**WHAT TO DO:**
The full set of entries must be copied exactly.

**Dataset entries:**
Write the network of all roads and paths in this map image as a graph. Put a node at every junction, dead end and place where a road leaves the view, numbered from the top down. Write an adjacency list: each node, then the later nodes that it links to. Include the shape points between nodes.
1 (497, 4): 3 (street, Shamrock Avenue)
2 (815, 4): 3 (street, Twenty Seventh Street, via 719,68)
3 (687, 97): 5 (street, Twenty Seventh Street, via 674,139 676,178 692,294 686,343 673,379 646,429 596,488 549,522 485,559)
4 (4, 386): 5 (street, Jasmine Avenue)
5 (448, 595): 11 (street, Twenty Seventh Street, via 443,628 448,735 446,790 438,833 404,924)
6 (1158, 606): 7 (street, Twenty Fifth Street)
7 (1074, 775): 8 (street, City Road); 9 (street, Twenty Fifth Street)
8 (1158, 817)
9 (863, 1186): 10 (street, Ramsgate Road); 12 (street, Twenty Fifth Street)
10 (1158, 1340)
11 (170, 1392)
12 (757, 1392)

**EXERCISE RESPONSE:**
Write the network of all roads and paths in this map image as a graph. Put a node at every junction, dead end and place where a road leaves the view, numbered from the top down. Write an adjacency list: each node, then the later nodes that it links to. Include the shape points between nodes.
1 (497, 4): 3 (street, Shamrock Avenue)
2 (815, 4): 3 (street, Twenty Seventh Street, via 719,68)
3 (687, 97): 5 (street, Twenty Seventh Street, via 674,139 676,178 692,294 686,343 673,379 646,429 596,488 549,522 485,559)
4 (4, 386): 5 (street, Jasmine Avenue)
5 (448, 595): 11 (street, Twenty Seventh Street, via 443,628 448,735 446,790 438,833 404,924)
6 (1158, 606): 7 (street, Twenty Fifth Street)
7 (1074, 775): 8 (street, City Road); 9 (street, Twenty Fifth Street)
8 (1158, 817)
9 (863, 1186): 10 (street, Ramsgate Road); 12 (street, Twenty Fifth Street)
10 (1158, 1340)
11 (170, 1392)
12 (757, 1392)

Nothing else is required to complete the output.